Select from the data all lines with the word "every".

____ Provided data

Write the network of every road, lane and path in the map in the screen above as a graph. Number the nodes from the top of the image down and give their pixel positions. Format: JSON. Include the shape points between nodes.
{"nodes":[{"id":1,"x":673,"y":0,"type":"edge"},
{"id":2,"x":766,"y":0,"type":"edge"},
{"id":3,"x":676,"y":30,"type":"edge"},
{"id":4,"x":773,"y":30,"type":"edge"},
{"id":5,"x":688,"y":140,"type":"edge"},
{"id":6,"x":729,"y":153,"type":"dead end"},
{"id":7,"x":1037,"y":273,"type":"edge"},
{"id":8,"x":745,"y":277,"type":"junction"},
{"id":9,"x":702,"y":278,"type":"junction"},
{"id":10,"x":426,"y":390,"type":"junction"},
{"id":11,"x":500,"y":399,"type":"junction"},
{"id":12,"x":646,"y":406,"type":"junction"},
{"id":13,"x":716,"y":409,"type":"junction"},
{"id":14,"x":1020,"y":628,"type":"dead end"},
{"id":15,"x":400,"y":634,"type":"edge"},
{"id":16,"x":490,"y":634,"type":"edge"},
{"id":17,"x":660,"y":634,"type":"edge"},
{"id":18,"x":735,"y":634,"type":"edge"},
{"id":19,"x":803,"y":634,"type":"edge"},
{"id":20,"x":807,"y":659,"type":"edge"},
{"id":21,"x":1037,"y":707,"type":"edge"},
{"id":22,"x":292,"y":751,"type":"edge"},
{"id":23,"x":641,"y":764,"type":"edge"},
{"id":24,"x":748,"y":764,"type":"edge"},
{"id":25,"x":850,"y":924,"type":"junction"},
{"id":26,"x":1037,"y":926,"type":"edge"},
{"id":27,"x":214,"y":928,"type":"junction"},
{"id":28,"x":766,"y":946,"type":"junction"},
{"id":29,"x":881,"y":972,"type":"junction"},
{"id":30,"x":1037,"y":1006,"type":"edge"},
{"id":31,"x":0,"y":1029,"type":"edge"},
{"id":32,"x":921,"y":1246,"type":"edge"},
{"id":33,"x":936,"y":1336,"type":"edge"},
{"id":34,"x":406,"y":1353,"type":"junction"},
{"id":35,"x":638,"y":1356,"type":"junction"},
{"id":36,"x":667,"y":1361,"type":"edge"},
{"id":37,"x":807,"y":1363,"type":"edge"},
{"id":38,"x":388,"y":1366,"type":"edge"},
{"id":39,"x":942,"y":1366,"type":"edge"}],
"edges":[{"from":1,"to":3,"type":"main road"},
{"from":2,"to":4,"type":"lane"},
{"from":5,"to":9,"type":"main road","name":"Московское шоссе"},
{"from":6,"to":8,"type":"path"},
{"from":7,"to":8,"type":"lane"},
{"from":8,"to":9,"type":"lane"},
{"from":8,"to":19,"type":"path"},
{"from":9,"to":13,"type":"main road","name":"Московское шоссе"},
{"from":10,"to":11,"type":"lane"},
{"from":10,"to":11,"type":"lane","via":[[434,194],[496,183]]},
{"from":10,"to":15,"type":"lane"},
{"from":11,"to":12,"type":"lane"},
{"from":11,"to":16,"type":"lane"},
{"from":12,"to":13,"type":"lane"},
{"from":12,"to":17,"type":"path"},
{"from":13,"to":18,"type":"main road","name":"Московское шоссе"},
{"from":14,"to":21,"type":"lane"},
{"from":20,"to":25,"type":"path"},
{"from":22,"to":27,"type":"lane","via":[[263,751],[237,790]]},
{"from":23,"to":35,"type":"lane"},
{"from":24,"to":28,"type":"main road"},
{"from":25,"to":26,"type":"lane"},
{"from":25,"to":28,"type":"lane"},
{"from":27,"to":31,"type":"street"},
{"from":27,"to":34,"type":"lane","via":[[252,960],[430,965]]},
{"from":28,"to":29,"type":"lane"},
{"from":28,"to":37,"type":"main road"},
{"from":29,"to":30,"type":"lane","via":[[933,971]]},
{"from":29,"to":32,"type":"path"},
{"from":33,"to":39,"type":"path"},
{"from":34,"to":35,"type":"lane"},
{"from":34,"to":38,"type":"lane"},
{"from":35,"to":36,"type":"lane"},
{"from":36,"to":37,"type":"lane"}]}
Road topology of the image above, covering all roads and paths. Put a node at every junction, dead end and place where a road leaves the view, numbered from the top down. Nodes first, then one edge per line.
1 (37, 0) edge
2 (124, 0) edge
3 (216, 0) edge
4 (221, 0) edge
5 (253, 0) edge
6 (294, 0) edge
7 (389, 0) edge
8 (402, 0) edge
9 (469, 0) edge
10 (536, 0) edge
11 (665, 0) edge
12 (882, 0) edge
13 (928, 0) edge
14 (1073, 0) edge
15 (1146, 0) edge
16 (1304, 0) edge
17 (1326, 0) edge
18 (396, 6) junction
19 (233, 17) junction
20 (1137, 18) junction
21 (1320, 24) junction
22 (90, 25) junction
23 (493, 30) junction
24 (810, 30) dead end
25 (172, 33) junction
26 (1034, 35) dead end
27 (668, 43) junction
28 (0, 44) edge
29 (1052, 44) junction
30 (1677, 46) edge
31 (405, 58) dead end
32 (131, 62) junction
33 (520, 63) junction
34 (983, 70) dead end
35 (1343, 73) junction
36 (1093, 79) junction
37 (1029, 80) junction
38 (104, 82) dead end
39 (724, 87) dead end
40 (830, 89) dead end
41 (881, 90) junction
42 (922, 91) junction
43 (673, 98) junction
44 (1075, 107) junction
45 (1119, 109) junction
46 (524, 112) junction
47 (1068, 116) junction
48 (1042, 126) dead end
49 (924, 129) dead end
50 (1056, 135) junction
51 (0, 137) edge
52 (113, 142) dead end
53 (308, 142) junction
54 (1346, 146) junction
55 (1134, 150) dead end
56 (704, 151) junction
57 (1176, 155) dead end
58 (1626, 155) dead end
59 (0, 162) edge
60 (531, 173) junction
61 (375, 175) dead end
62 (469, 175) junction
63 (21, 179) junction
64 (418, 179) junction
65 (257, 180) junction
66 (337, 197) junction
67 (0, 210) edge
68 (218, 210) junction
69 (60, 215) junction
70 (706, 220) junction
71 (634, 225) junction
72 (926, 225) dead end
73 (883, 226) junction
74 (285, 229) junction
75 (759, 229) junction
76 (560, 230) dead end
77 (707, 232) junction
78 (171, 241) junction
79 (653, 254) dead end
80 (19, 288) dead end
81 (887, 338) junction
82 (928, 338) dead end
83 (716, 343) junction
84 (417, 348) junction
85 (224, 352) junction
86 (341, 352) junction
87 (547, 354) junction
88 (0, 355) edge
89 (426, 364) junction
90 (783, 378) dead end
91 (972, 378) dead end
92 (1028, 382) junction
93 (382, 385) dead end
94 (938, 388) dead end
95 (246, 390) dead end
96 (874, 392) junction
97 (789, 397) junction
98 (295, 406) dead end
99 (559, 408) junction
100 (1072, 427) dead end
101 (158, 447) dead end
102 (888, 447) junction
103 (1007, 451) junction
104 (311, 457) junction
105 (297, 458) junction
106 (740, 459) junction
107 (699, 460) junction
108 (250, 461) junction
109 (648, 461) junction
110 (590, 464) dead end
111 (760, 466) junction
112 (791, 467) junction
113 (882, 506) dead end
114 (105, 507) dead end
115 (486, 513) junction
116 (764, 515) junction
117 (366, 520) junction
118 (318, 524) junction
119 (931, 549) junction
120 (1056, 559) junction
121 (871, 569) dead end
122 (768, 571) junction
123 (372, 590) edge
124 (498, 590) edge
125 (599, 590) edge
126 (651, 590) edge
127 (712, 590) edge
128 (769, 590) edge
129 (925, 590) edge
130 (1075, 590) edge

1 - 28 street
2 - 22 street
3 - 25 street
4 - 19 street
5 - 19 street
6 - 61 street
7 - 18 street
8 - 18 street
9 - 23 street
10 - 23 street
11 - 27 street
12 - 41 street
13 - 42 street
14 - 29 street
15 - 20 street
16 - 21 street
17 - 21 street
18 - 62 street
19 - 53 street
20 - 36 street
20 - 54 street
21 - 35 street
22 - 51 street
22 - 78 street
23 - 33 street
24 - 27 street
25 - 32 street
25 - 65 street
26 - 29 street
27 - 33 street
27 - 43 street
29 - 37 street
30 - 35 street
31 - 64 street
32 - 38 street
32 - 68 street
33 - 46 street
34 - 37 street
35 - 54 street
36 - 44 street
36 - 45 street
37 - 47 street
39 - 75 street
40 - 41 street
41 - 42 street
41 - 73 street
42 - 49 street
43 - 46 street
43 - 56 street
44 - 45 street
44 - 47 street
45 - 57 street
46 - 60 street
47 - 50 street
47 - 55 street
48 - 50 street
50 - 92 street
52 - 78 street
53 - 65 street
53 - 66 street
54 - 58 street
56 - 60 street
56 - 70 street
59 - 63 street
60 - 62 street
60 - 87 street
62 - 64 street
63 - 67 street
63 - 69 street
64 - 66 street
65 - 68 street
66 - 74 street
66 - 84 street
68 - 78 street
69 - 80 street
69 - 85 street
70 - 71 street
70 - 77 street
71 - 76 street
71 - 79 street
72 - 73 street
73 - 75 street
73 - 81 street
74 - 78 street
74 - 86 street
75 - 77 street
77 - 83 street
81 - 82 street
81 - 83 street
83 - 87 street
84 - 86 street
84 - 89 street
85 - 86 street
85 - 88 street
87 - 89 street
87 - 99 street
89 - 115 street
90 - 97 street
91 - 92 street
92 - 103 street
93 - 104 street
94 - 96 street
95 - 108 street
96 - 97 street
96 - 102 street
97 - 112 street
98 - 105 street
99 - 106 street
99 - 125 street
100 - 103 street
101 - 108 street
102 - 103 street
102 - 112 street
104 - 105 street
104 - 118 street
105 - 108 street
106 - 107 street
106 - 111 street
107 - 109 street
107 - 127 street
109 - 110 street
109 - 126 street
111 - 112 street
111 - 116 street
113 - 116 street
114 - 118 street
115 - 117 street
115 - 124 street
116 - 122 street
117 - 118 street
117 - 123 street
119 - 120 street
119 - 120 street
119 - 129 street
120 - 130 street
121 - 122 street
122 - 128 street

________

■ **Answer to this problem**
Write the network of every road, lane and path in the map in the screen above as a graph. Number the nodes from the top of the image down and give their pixel positions. Format: JSON. Include the shape points between nodes.
Road topology of the image above, covering all roads and paths. Put a node at every junction, dead end and place where a road leaves the view, numbered from the top down. Nodes first, then one edge per line.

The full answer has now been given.